Und eine Karriere soll es werden. “Wenn man jahrelang in Tausenden von Bands gesungen hat, will man auch mal zu Potte kommen”, sagt Elke bestimmt. “Wir sind ja keine 20 mehr, und ich habe keine Lust mehr auf Studentenbuden.” Berend würde es schon reichen, eine zweite und dritte Platte machen zu können. Und bloß nicht mehr arbeiten gehen zu müssen: “Arbeiten gehen, das ist doch eine Frechheit. Ich will genug haben, um den ganzen Tag Musik machen zu können. Das ist ja auch eine Arbeit, die wir hier machen, und die machen wir gut.”

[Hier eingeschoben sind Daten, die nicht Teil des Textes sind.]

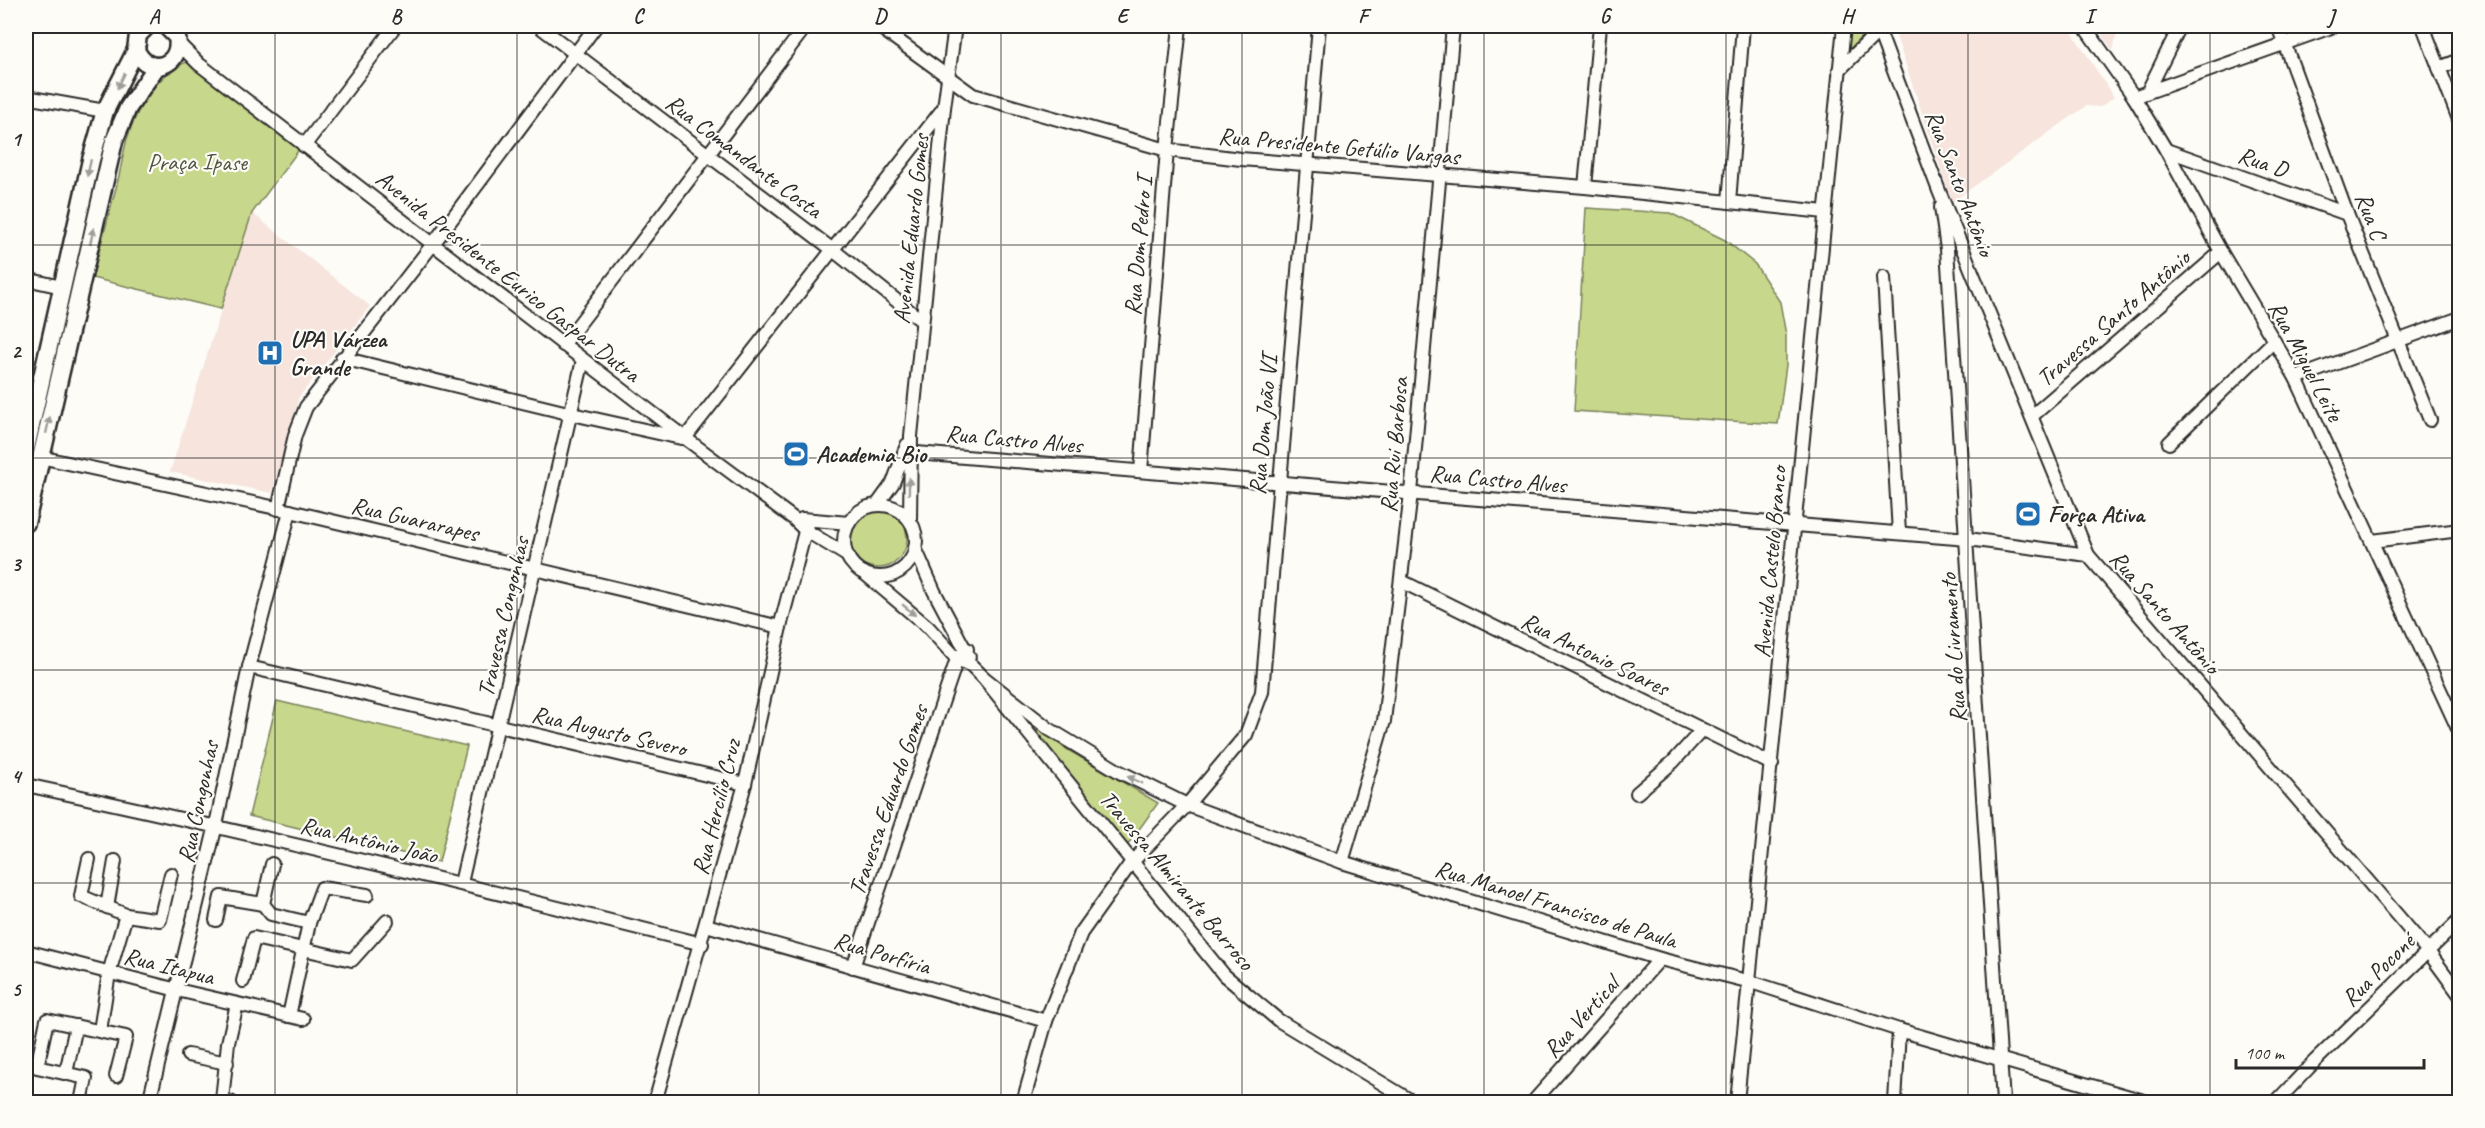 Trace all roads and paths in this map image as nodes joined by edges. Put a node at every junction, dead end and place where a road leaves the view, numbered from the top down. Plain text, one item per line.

Dass aber “Als Es Passierte” - trotz achtbarer Erfolge - nicht gleich in die Charts einstieg, findet Berend nicht nur schlecht: “Es muss ja auch bergauf gehen. Wenn ich mir diese Reamonn angucke – wir haben mal mit denen zusammen gespielt und jetzt sind sie die Nummer eins der Airplay-Charts. Freut mich ja für sie, aber ich frage mich schon: Was kommt mit der nächsten Single?” Das wird aber auch für Paula knifflig – weder das Andreas-Dorau-Pastiche “Jimmy” noch der Hi-NRG-Song “Der Schnelle Tag” werden wohl im Radio so herzlich aufgenommen werden wie “Als Es Passierte\", mit dem sie uns beim gelangweilten Radio Hören oder Musikfernsehen Gucken überraschten, von wegen plötzlich ein feiner Popsong. Als das passierte mit “Als Es Passierte”, war es jedenfalls schön. Ein Szene-Gesprächsthema sind Paula aber auch noch aus einem anderen Grund. Am Abend nach dem Interview höre ich einen Musiker einer Berliner Indie-Band seinen Gesprächspartner fragen: “Wusstest du eigentlich, dass die Sängerin von Commercial Breakup die von Paula ist?” Commercial Breakup haben Anfang des Jahres bei Ladomat die Maxi “All I Love Is Green” herausgebracht, die mit housigen Sounds und poppigen Melodien angenehm an Saint Etienne erinnert. Im Interview hatte Elke erzählt, dass sie auf Fotos von Commercial Breakup nicht zu sehen sein dürfe, da Paulas Plattenfirma Orbit nicht Aufbauarbeit für die Band eines anderen Labels machen wolle. Berend legt Wert auf die Feststellung, dass das nicht eine im Kleingedruckten versteckte Klausel im Vertrag sei, sondern offen besprochen worden wäre: “Orbit setzen sich super ein für Paula, insofern sind wir es denen auch schuldig, sie nicht doof dastehen zu lassen.” Dass will auch Elke nicht. Sie hätte diese Klausel auch andersherum unterschrieben, wenn Commercial Breakup ein Major-Vertrag angeboten worden wäre. Außerdem hofft sie, dass sich alles in Wohlgefallen auflöst, “wenn beide Sachen gut ankommen, so dass die eine Sache die andere unterstützt. Es sind beides gute Sachen, ich hoffe, es gefällt den Leuten, und mehr will ich nicht. Und ich hoffe, es gibt keinen großen Stress.” Und das hoffen wir auch. Wir wollen nämlich zwei gute Bands hören.